On Friday, February 6, one of the morning workshops included “Intersection Electric,” an interactive discussion led by Faith Cheltenham, president of BiNet USA, about utilizing intersectionality as a tool to better understand Black and bisexual lives.
“I went to Intersection Electric because the description resonated with me,” shared Armani Beck, a Master’s of Education student studying Human Sexuality at Widener University in Pennsylvania. “I’m really passionate about the intersection of identities, specifically my blackness, my womanhood, and my queerness. My biggest takeaway was learning facts about queerness in pre-colonial Africa.”
During the session, Cheltenham touched on the legacy of same-sex behavior across the continent and how much of that was erased by colonists. “[Homophobia] is not our history,” Cheltenham explained. “It’s actually the opposite.” The L.A.-based bi activist also organized a bi visibility action where about 50 people marched through the exhibition hall shouting “We are the ‘B’ in ‘LGBT'” and carrying signs that read “Erase Biphobia.”
That afternoon, community members convened for “Trans Women of Color: The Sisterhood,” a panel discussion featuring Cecilia Chung, Transgender Law Center, San Francisco, CA; Tela Love, New Orleans, LA; Bamby Salcedo, President, Trans Latina Coalition, Los Angeles, CA; Monica Roberts, TransGriot, Houston, TX; LaLa Zannell, Anti-Violence Project, New York, NY; and Arianna Lint, SunServe, Wilton Manors, FL.
The panelists reminded attendees that trans women of color are in a state of emergency and that it is crucial that cis people check their privilege and check others on their transphobia.

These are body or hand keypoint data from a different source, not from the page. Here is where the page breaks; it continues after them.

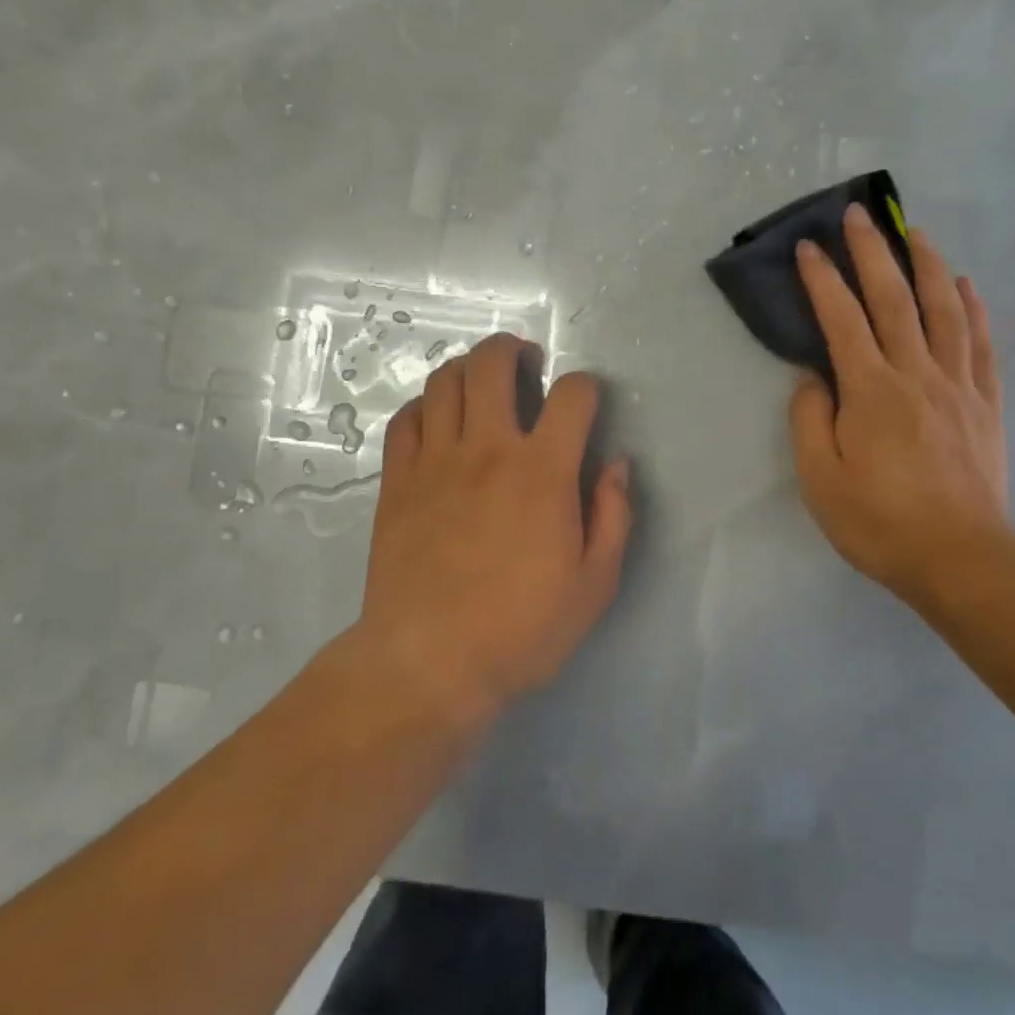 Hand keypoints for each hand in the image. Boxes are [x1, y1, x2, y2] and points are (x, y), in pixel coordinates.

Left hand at [360, 333, 631, 718]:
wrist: (428, 664)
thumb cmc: (520, 629)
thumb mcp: (594, 584)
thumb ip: (614, 516)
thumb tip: (616, 465)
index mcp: (543, 471)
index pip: (572, 395)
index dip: (585, 387)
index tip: (585, 404)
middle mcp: (488, 449)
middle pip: (493, 364)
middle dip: (513, 349)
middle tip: (525, 362)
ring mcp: (436, 460)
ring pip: (445, 381)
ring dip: (468, 369)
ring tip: (482, 384)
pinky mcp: (398, 480)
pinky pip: (407, 419)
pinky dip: (425, 406)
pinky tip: (438, 422)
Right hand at [788, 205, 1011, 607]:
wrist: (961, 560)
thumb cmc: (880, 522)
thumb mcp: (820, 479)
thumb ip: (809, 419)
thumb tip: (814, 377)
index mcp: (871, 389)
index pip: (841, 318)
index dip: (823, 278)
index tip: (809, 247)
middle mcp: (916, 373)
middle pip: (894, 298)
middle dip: (873, 252)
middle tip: (859, 215)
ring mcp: (958, 385)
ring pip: (944, 310)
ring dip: (928, 265)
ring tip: (916, 233)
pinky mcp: (986, 404)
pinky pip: (982, 345)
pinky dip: (974, 309)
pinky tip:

“You don’t have to own or run an organization to advocate for trans people in leadership positions,” explained Tela Love. “You can call out organizations and ask them where are the trans people on their staff.”
The New Orleans-based activist also shared her story of survival as someone who is HIV-positive. When Tela Love first received her diagnosis, she wanted to speed up the process of what felt like a death sentence and engaged in behavior that put her life at risk.
“Every day you’re breathing is another chance,” she encouraged other trans women.